***** DATA

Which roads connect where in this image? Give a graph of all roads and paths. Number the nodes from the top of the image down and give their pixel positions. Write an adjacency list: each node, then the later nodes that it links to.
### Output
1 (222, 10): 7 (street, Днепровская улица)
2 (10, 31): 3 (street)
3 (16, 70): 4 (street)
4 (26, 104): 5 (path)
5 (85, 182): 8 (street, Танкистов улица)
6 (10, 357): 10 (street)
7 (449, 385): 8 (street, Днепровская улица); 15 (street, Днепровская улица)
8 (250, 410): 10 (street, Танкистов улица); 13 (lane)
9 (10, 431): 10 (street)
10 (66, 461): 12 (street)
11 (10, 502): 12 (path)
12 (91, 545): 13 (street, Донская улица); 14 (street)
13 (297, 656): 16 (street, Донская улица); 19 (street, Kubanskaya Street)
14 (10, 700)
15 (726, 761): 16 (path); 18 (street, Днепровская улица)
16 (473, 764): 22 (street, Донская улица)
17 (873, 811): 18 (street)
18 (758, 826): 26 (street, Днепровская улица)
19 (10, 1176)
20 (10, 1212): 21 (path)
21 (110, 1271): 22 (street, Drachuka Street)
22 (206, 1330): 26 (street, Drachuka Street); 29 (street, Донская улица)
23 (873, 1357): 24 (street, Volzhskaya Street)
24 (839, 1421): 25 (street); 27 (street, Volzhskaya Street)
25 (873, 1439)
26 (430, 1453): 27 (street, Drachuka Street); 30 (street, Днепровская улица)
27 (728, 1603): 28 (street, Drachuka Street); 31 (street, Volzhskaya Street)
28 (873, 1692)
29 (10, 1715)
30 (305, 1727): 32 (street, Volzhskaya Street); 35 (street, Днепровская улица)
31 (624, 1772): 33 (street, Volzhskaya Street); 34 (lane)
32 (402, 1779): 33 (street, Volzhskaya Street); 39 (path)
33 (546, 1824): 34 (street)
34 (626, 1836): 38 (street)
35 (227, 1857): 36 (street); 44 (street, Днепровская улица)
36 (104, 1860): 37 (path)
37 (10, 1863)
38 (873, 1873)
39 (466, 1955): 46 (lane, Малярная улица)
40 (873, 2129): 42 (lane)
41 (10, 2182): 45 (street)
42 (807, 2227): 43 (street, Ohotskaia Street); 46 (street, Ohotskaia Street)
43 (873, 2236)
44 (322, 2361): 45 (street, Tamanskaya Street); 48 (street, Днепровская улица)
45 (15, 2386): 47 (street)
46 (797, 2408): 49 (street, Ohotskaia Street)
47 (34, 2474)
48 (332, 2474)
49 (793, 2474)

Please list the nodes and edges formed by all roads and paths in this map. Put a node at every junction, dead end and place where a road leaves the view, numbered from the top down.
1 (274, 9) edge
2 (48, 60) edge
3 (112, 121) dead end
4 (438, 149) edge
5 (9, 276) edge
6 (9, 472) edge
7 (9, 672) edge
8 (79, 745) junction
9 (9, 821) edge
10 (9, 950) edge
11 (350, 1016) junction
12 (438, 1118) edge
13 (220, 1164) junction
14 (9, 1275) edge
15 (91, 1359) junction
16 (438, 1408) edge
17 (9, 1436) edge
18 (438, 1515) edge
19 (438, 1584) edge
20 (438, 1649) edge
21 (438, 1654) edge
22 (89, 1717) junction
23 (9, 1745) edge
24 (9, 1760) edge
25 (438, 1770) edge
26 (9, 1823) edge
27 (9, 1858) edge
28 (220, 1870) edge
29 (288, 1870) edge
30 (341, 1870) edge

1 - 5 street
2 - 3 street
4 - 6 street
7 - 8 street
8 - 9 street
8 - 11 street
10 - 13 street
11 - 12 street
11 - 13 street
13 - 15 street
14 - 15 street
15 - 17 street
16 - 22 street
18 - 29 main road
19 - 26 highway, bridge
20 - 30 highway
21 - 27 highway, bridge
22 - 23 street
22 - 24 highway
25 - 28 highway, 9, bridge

**********

AIM OF THE TASK → Could you reproduce every entry above exactly as written?

RESULT OF THIS EXERCISE →
Which roads connect where in this image? Give a graph of all roads and paths. Number the nodes from the top of the image down and give their pixel positions. Write an adjacency list: each node, then the later nodes that it links to.
### Output
1 (222, 10): 7 (street, Днепровская улица)
2 (10, 31): 3 (street)
3 (16, 70): 4 (street)
4 (26, 104): 5 (path)
5 (85, 182): 8 (street, Танкистов улица)
6 (10, 357): 10 (street)
7 (449, 385): 8 (street, Днепровская улица); 15 (street, Днепровская улица)
8 (250, 410): 10 (street, Танкистов улица); 13 (lane)
9 (10, 431): 10 (street)
10 (66, 461): 12 (street)
11 (10, 502): 12 (path)
12 (91, 545): 13 (street, Донская улица); 14 (street)
13 (297, 656): 16 (street, Донская улица); 19 (street, Kubanskaya Street)
14 (10, 700)
15 (726, 761): 16 (path); 18 (street, Днепровская улица)
16 (473, 764): 22 (street, Донская улица)
17 (873, 811): 18 (street)
18 (758, 826): 26 (street, Днепровская улица)
19 (10, 1176)
20 (10, 1212): 21 (path)
21 (110, 1271): 22 (street, Drachuka Street)
22 (206, 1330): 26 (street, Drachuka Street); 29 (street, Донская улица)
23 (873, 1357): 24 (street, Volzhskaya Street)
24 (839, 1421): 25 (street); 27 (street, Volzhskaya Street)
25 (873, 1439)
26 (430, 1453): 27 (street, Drachuka Street); 30 (street, Днепровская улица)
27 (728, 1603): 28 (street, Drachuka Street); 31 (street, Volzhskaya Street)
28 (873, 1692)
29 (10, 1715)
30 (305, 1727): 32 (street, Volzhskaya Street); 35 (street, Днепровская улица)
31 (624, 1772): 33 (street, Volzhskaya Street); 34 (lane)
32 (402, 1779): 33 (street, Volzhskaya Street); 39 (path)
33 (546, 1824): 34 (street)
34 (626, 1836): 38 (street)
35 (227, 1857): 36 (street); 44 (street, Днепровская улица)
36 (104, 1860): 37 (path)
37 (10, 1863)
38 (873, 1873)
39 (466, 1955): 46 (lane, Малярная улица)
40 (873, 2129): 42 (lane)
41 (10, 2182): 45 (street)
42 (807, 2227): 43 (street, Ohotskaia Street); 46 (street, Ohotskaia Street)
43 (873, 2236)
44 (322, 2361): 45 (street, Tamanskaya Street); 48 (street, Днепровская улица)
45 (15, 2386): 47 (street)
46 (797, 2408): 49 (street, Ohotskaia Street)
47 (34, 2474)
48 (332, 2474)
49 (793, 2474)

Please list the nodes and edges formed by all roads and paths in this map. Put a node at every junction, dead end and place where a road leaves the view, numbered from the top down.
1 (274, 9) edge
2 (48, 60) edge
3 (112, 121) dead end
4 (438, 149) edge
5 (9, 276) edge
6 (9, 472) edge
7 (9, 672) edge
8 (79, 745) junction
9 (9, 821) edge
10 (9, 950) edge
11 (350, 1016) junction
12 (438, 1118) edge
13 (220, 1164) junction
14 (9, 1275) edge
15 (91, 1359) junction
16 (438, 1408) edge
17 (9, 1436) edge
18 (438, 1515) edge
19 (438, 1584) edge
20 (438, 1649) edge
21 (438, 1654) edge
22 (89, 1717) junction
23 (9, 1745) edge
24 (9, 1760) edge
25 (438, 1770) edge
26 (9, 1823) edge
27 (9, 1858) edge
28 (220, 1870) edge
29 (288, 1870) edge
30 (341, 1870) edge

1 - 5 street
2 - 3 street
4 - 6 street
7 - 8 street
8 - 9 street
8 - 11 street
10 - 13 street
11 - 12 street
11 - 13 street
13 - 15 street
14 - 15 street
15 - 17 street
16 - 22 street
18 - 29 main road
19 - 26 highway, bridge
20 - 30 highway
21 - 27 highway, bridge
22 - 23 street
22 - 24 highway
25 - 28 highway, 9, bridge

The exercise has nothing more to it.